Just like cutting a pizza, a large pizza, cut into 8 pieces with 4 knives, each piece does not overlap with each other (exclusive), together can restore the large pizza.
MECE principle is a structured way of thinking proposed by McKinsey. It is a good way of thinking for report writing, proposal presentation and business analysis.
Let’s look at an example.
The price of park tickets. Admission to the park is 20 yuan, and the concession includes both senior and children’s tickets.
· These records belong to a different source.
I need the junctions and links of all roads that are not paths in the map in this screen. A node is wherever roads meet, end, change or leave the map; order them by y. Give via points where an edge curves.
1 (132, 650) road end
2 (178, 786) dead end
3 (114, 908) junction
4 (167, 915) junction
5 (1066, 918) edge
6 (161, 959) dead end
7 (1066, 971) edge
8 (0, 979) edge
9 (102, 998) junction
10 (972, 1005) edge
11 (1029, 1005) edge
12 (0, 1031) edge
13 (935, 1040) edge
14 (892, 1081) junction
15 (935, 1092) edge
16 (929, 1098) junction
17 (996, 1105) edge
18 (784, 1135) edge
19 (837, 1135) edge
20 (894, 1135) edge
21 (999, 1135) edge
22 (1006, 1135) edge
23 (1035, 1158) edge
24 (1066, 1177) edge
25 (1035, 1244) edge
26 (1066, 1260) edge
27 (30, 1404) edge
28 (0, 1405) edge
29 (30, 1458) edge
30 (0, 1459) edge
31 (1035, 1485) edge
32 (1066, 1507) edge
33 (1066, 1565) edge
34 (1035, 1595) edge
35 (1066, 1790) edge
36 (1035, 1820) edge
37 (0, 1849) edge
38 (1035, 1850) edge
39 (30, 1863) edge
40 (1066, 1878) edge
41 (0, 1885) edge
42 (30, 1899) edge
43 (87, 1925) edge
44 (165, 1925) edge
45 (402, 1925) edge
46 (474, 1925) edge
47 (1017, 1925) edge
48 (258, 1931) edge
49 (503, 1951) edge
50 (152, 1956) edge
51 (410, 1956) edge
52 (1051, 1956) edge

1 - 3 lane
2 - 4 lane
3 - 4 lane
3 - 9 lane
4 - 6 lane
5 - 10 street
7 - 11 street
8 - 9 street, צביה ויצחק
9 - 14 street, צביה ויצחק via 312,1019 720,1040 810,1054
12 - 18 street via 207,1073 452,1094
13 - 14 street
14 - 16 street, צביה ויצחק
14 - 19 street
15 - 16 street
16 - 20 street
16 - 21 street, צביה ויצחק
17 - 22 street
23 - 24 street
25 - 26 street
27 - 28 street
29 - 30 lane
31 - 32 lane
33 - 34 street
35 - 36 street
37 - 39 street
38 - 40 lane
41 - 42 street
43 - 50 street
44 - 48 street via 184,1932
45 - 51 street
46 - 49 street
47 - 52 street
The price system is:
- Children under 10 are free;
- Half price for minors over 10 years of age;
- Free for seniors aged 60 and above;
- No discount for other adults.
If we look at the pricing system here with MECE principle, we will find that the system has “omissions” and “incompleteness”. For example, is 10-year-old Xiao Lin included in the free range for those under 10 years old, or in the half-price range for those over 10 years old?
In programming language, the code corresponding to the above prices is:
Org_price = 20 age = 10 if age < 10: discount = 0.0 if age > 10 and age < 18: discount = 0.5 if age > 60: Discount = 10 if age >= 10 and age < 60: discount = 10Copy the codeObviously, when age is 10, the program doesn’t follow any of the policy branches, so the code gets an error.
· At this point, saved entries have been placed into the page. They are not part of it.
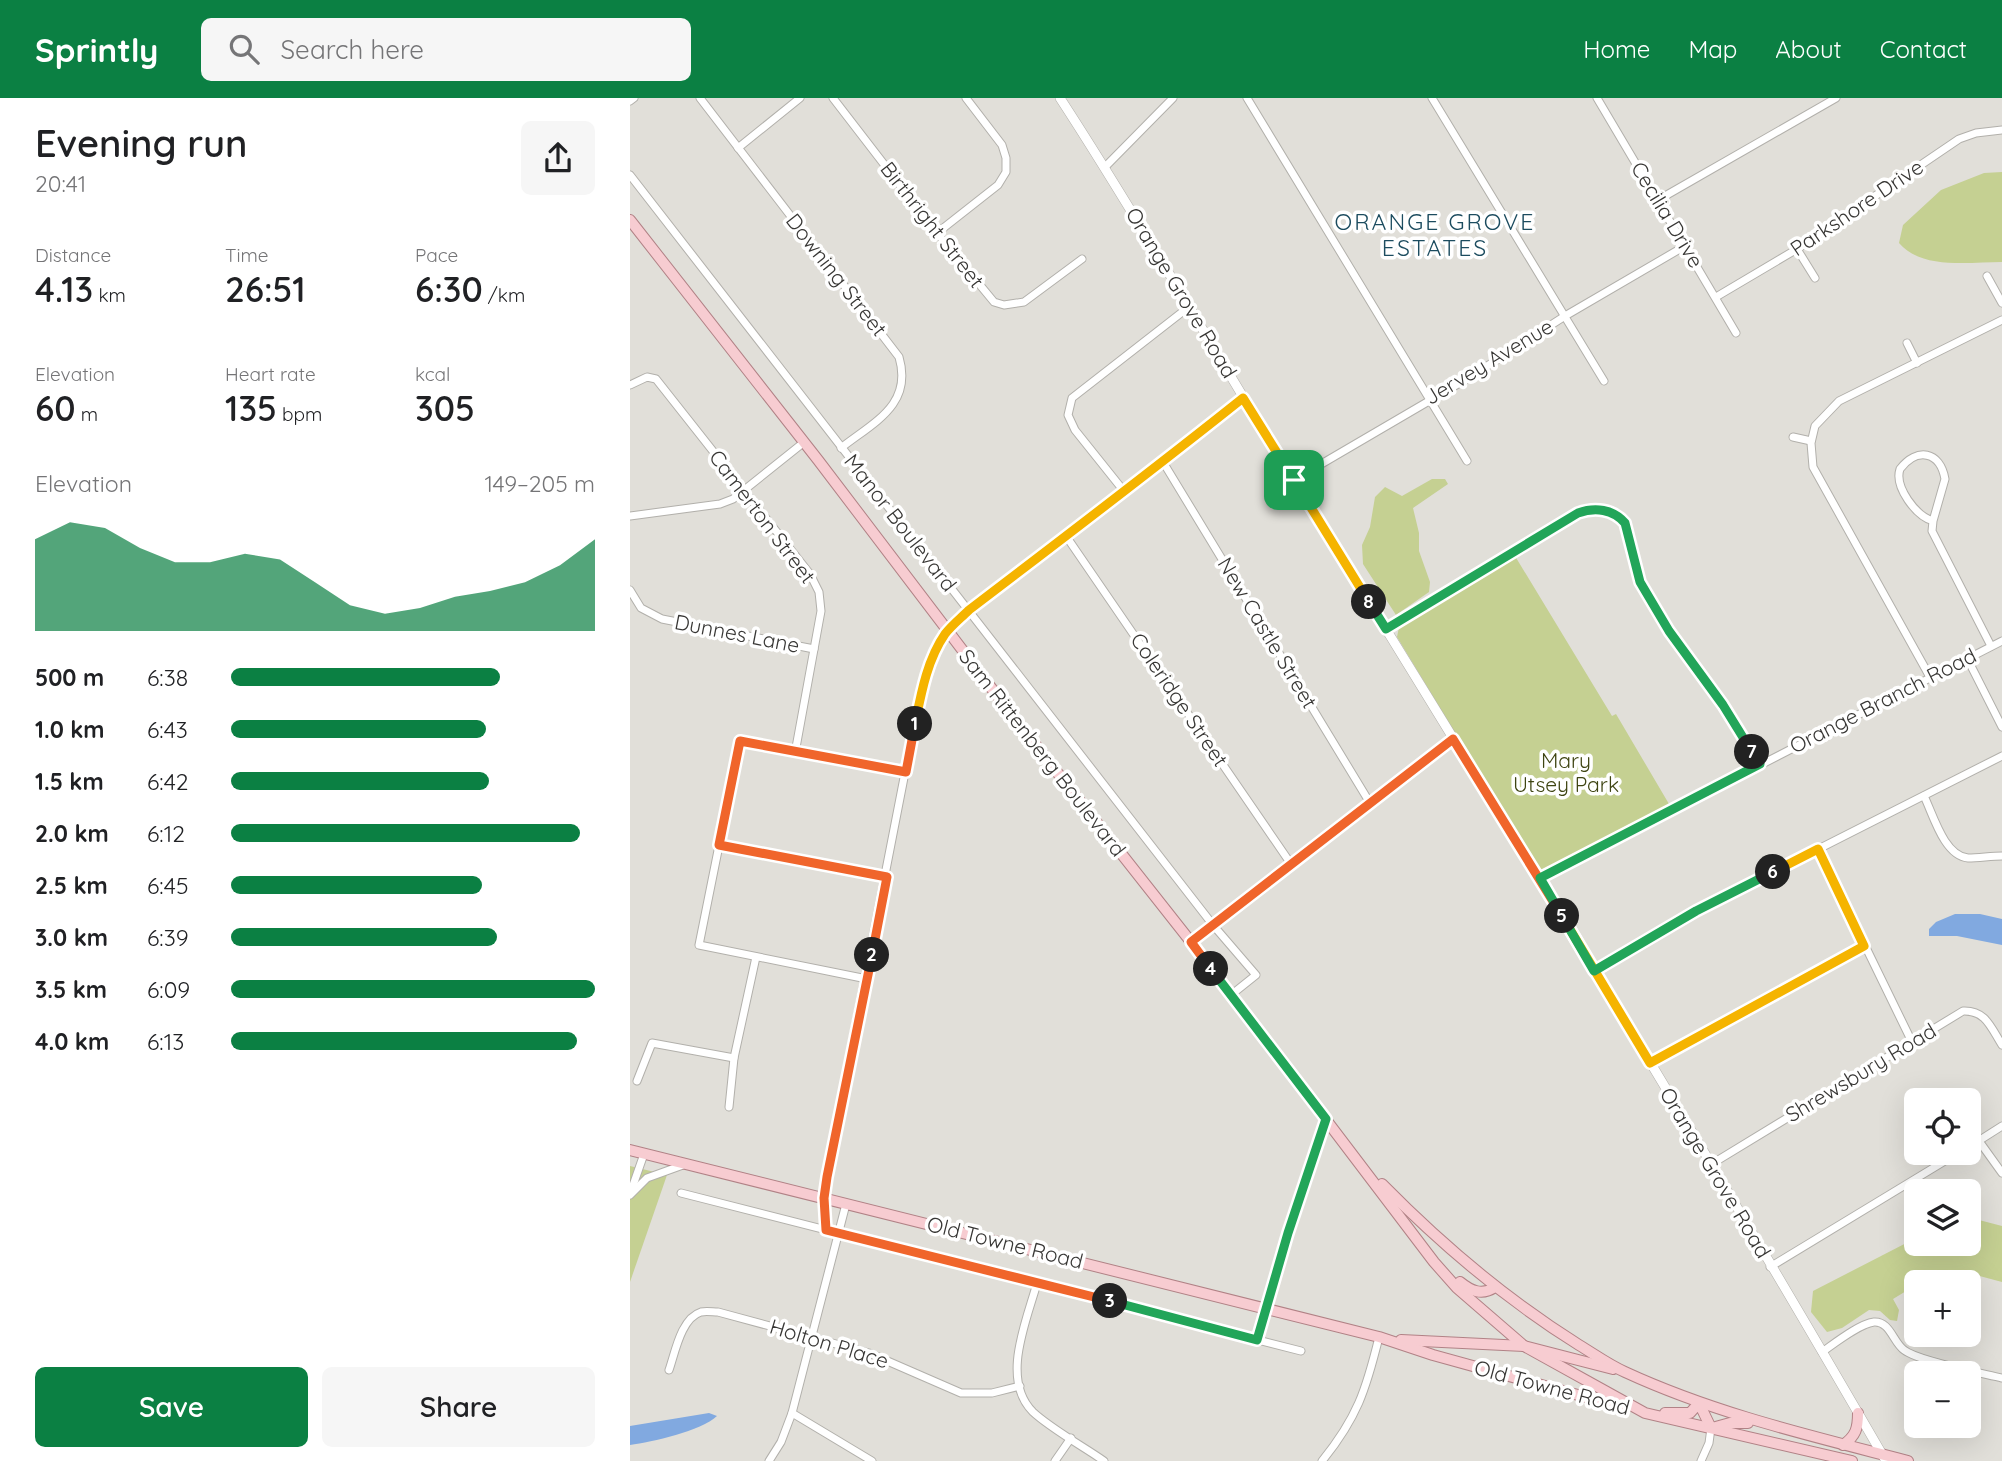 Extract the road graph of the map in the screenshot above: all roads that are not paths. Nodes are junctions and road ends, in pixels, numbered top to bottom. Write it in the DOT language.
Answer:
graph roads {
  1 [pos="700,98"];
  2 [pos="800,98"];
  3 [pos="833,98"];
  4 [pos="966,98"];
  5 [pos="1060,98"];
  6 [pos="1172,98"];
  7 [pos="1247,98"];
  8 [pos="1432,98"];
  9 [pos="1597,98"];
  10 [pos="1836,98"];
  11 [pos="2002,130"];
  12 [pos="738,148"];
  13 [pos="1105,167"];
  14 [pos="630,176"];
  15 [pos="1658,200"];
  16 [pos="630,220"];
  17 [pos="937,233"];
  18 [pos="1685,246"];
  19 [pos="1797,249"];
  20 [pos="1082,259"];
  21 [pos="1987,276"];
  22 [pos="1815,278"];
  23 [pos="1716,297"];
  24 [pos="2002,303"];
  25 [pos="1190,306"];
  26 [pos="1565,316"];
  27 [pos="2002,320"];
  28 [pos="1736,333"];
  29 [pos="1908,343"];
  30 [pos="1917,363"];
  31 [pos="1604,381"];
  32 [pos="630,385"];
  33 [pos="1243,398"];
  34 [pos="1430,398"];
  35 [pos="1793,437"];
  36 [pos="1811,441"];
  37 [pos="803,443"];
  38 [pos="841,448"];
  39 [pos="1467,461"];
  40 [pos="1163,462"];
  41 [pos="1294,480"];
  42 [pos="744,490"];
  43 [pos="1123,491"];
  44 [pos="630,516"];
  45 [pos="1933,521"];
  46 [pos="1066,536"];
  47 [pos="630,590"];
  48 [pos="969,610"];
  49 [pos="1386,629"];
  50 [pos="947,632"];
  51 [pos="2002,641"];
  52 [pos="1991,646"];
  53 [pos="814,649"];
  54 [pos="1967,658"];
  55 [pos="1930,677"];
  56 [pos="2002,727"];
  57 [pos="1453,739"];
  58 [pos="795,753"];
  59 [pos="2002,756"];
  60 [pos="1760,764"];
  61 [pos="906,772"];
  62 [pos="1924,796"];
  63 [pos="1370,803"];
  64 [pos="719,845"];
  65 [pos="1818,849"];
  66 [pos="2002,856"];
  67 [pos="1292,864"];
  68 [pos="887,877"];
  69 [pos="1540,878"];
  70 [pos="1213,925"];
  71 [pos="1191,942"];
  72 [pos="1864,946"];
  73 [pos="756,957"];
  74 [pos="1594,971"];
  75 [pos="867,979"];
  76 [pos="1231,995"];
  77 [pos="1912,1042"];
  78 [pos="2002,1045"];
  79 [pos="734,1058"];
  80 [pos="1650,1063"];
  81 [pos="637,1081"];
  82 [pos="729,1107"];
  83 [pos="1326,1119"];
  84 [pos="2002,1126"];
  85 [pos="1981,1140"];
  86 [pos="1981,1144"];
  87 [pos="630,1151"];
  88 [pos="1351,1152"];
  89 [pos="644,1154"];
  90 [pos="687,1164"];
  91 [pos="1710,1165"];
  92 [pos="1938,1165"];
  93 [pos="2002,1173"];
  94 [pos="681,1193"];
  95 [pos="630,1195"];
  96 [pos="824,1198"];
  97 [pos="846,1204"];
  98 [pos="826,1230"];
  99 [pos="837,1233"];
  100 [pos="1434,1262"];
  101 [pos="1770,1267"];
  102 [pos="1037,1283"];
  103 [pos="1495,1287"];
  104 [pos="1266,1309"];
  105 [pos="811,1336"];
  106 [pos="1379,1337"];
  107 [pos="1257,1340"];
  108 [pos="1524,1346"];
  109 [pos="1301,1351"];
  110 [pos="1822,1352"];
  111 [pos="668,1370"];
  112 [pos="1623,1371"];
  113 [pos="2002,1378"];
  114 [pos="1020,1386"];
  115 [pos="1699,1403"];
  116 [pos="792,1413"];
  117 [pos="1645,1413"];
  118 [pos="1858,1413"];
  119 [pos="1761,1424"];
  120 [pos="1711,1429"];
  121 [pos="1071,1438"];
  122 [pos="1843,1445"];
  123 [pos="1884,1458"];
  124 [pos="769,1461"];
  125 [pos="872,1461"];
  126 [pos="1055,1461"];
  127 [pos="1104,1461"];
  128 [pos="1322,1461"];
  129 [pos="1701,1461"];
  130 [pos="1852,1461"];
  131 [pos="1908,1461"];
  1 -- 12 [label="street, Downing Street"];
  2 -- 12 [label="street"];
  3 -- 17 [label="street, Birthright Street"];
  4 -- 17 [label="street"];
  5 -- 13 [label="street, Orange Grove Road"];
  6 -- 13 [label="street"];
  7 -- 34 [label="street"];
  8 -- 26 [label="street"];
  9 -- 15 [label="street, Cecilia Drive"];
  10 -- 15 [label="street"];
  11 -- 19 [label="street, Parkshore Drive"];
  12 -- 38 [label="street, Downing Street"];
  13 -- 25 [label="street, Orange Grove Road"];
  14 -- 38 [label="street, Manor Boulevard"];
  15 -- 18 [label="street, Cecilia Drive"];
  16 -- 37 [label="main road, Sam Rittenberg Boulevard"];
  17 -- 20 [label="street, Birthright Street"];
  18 -- 23 [label="street, Cecilia Drive"];
  18 -- 26 [label="street, Jervey Avenue"];
  19 -- 22 [label="street"];
  19 -- 23 [label="street, Parkshore Drive"];
  21 -- 24 [label="street"];
  23 -- 28 [label="street, Cecilia Drive"];
  25 -- 33 [label="street, Orange Grove Road"];
  25 -- 43 [label="street"];
  26 -- 31 [label="street"];
  26 -- 34 [label="street, Jervey Avenue"];
  27 -- 30 [label="street"];
  29 -- 30 [label="street"];
  30 -- 36 [label="street"];
  32 -- 42 [label="street, Camerton Street"];
  33 -- 40 [label="street"];
  33 -- 41 [label="street, Orange Grove Road"];
  34 -- 39 [label="street"];
  34 -- 41 [label="street, Jervey Avenue"];
  35 -- 36 [label="street"];
  36 -- 55 [label="street"];
  37 -- 42 [label="street"];
  37 -- 50 [label="main road, Sam Rittenberg Boulevard"];
  38 -- 48 [label="street, Manor Boulevard"];
  40 -- 43 [label="street"];
  40 -- 63 [label="street, New Castle Street"];
  41 -- 49 [label="street, Orange Grove Road"];
  42 -- 44 [label="street"];
  42 -- 53 [label="street, Camerton Street"];
  43 -- 46 [label="street"];
  45 -- 45 [label="street"];
  45 -- 52 [label="street"];
  46 -- 48 [label="street"];
  46 -- 67 [label="street, Coleridge Street"];
  47 -- 53 [label="street, Dunnes Lane"];
  48 -- 50 [label="street"];
  48 -- 70 [label="street, Manor Boulevard"];
  49 -- 57 [label="street, Orange Grove Road"];
  49 -- 60 [label="street"];
  50 -- 61 [label="street"];
  50 -- 71 [label="main road, Sam Rittenberg Boulevard"];
  51 -- 52 [label="street, Orange Branch Road"];
  52 -- 54 [label="street, Orange Branch Road"];
  53 -- 58 [label="street, Camerton Street"];
  54 -- 55 [label="street, Orange Branch Road"];
  54 -- 56 [label="street"];
  55 -- 60 [label="street, Orange Branch Road"];
  57 -- 63 [label="street"];
  57 -- 69 [label="street, Orange Grove Road"];
  58 -- 61 [label="street"];
  58 -- 64 [label="street"];
  59 -- 62 [label="street"];
  60 -- 69 [label="street, Orange Branch Road"];
  61 -- 68 [label="street"];
  62 -- 65 [label="street"];
  62 -- 66 [label="street"];
  63 -- 67 [label="street"];
  64 -- 68 [label="street"];
  64 -- 73 [label="street"];
  65 -- 72 [label="street"];
  65 -- 74 [label="street"];
  67 -- 70 [label="street"];
  68 -- 75 [label="street"];
  69 -- 74 [label="street, Orange Grove Road"];
  70 -- 71 [label="street"];
  70 -- 76 [label="street, Manor Boulevard"];
  71 -- 76 [label="main road, Sam Rittenberg Boulevard"];
  72 -- 77 [label="street"];
  72 -- 80 [label="street"];
  73 -- 75 [label="street"];
  73 -- 79 [label="street"];
  74 -- 80 [label="street, Orange Grove Road"];
  75 -- 96 [label="street"];
  76 -- 83 [label="main road, Sam Rittenberg Boulevard"];
  77 -- 78 [label="street, Shrewsbury Road"];
  77 -- 91 [label="street, Shrewsbury Road"];
  79 -- 81 [label="street"];
  79 -- 82 [label="street"];
  80 -- 91 [label="street, Orange Grove Road"];
  83 -- 88 [label="main road, Sam Rittenberg Boulevard"];
  83 -- 104 [label="street"];
  84 -- 85 [label="street"];
  86 -- 93 [label="street"];
  87 -- 89 [label="main road, Old Towne Road"];
  88 -- 100 [label="main road, Sam Rittenberg Boulevard"];
  88 -- 103 [label="main road, Sam Rittenberg Boulevard"];
  89 -- 90 [label="main road, Old Towne Road"];
  89 -- 95 [label="street"];
  90 -- 95 [label="street"];
  90 -- 96 [label="main road, Old Towne Road"];
  91 -- 101 [label="street, Orange Grove Road"];
  92 -- 101 [label="street"];
  94 -- 98 [label="street"];
  96 -- 97 [label="main road, Old Towne Road"];
  96 -- 98 [label="street"];
  97 -- 99 [label="street"];
  97 -- 104 [label="main road, Old Towne Road"];
  98 -- 99 [label="street"];
  99 -- 102 [label="street"];
  99 -- 105 [label="street"];
  100 -- 103 [label="main road"];
  100 -- 108 [label="main road, Sam Rittenberg Boulevard"];
  101 -- 110 [label="street, Orange Grove Road"];
  102 -- 107 [label="street"];
  102 -- 114 [label="street"];
  103 -- 112 [label="main road, Sam Rittenberg Boulevard"];
  104 -- 106 [label="main road, Old Towne Road"];
  104 -- 107 [label="street"];
  105 -- 111 [label="street, Holton Place"];
  105 -- 114 [label="street, Holton Place"];
  105 -- 116 [label="street"];
  106 -- 108 [label="main road, Old Towne Road"];
  106 -- 117 [label="main road, Old Towne Road"];
  106 -- 128 [label="street"];
  107 -- 109 [label="street"];
  108 -- 112 [label="main road, Old Towne Road"];
  108 -- 117 [label="main road, Sam Rittenberg Boulevard"];
  110 -- 113 [label="street"];
  110 -- 118 [label="street, Orange Grove Road"];
  112 -- 115 [label="main road, Sam Rittenberg Boulevard"];
  114 -- 121 [label="street"];
  115 -- 117 [label="main road"];
  115 -- 119 [label="main road, Sam Rittenberg Boulevard"];
  115 -- 120 [label="main road"];
  116 -- 124 [label="street"];
  116 -- 125 [label="street"];
  117 -- 120 [label="main road, Sam Rittenberg Boulevard"];
  118 -- 122 [label="main road"];
  118 -- 123 [label="street, Orange Grove Road"];
  119 -- 120 [label="main road"];
  119 -- 122 [label="main road, Sam Rittenberg Boulevard"];
  120 -- 129 [label="street"];
  120 -- 130 [label="main road, Sam Rittenberg Boulevard"];
  121 -- 126 [label="street"];
  121 -- 127 [label="street"];
  122 -- 123 [label="main road, Sam Rittenberg Boulevard"];
  123 -- 131 [label="main road, Sam Rittenberg Boulevard"];
}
When solving similar logic problems, it is important to note all the possibilities of boundary values. In principle, each feasible value (especially the boundary value) can and can only fall in one policy branch.
A common analysis method is the line drawing method, as shown in the figure below. Draw a number line representing all possible values, and then use the if statement to break down the problem, with hollow points representing the open interval and solid points representing the closed interval.
Logical calculation: “and”, “or”, “not”, “xOR”
A proposition is a statement that describes an objective thing and contains the possibility of being right or wrong.
- If the statement is correct, we usually use
true或1To represent; - If the proposition is wrong, we usually use
false或0To represent.
With propositions, we can make logical calculations about propositions and propositions. Just like when you have numbers, you have addition and subtraction.
Logical operations usually have “and”, “or”, “not”, and “xor” superimposed on top of this.
The most basic “and”, “or”, “not”.
- Logical and
A and B, A and B are true only if both A and B are true, otherwise both are false;
- Logical “or”
A or B, if either statement A or statement B is true, A or B is true, otherwise false;
- Logical “not”
Not A, not A is true when statement A is false, false otherwise.
“Xor” from Venn diagram
“Xor” is also called A^B in Python. If statements A and B are not true or false, then A^B is true, otherwise false.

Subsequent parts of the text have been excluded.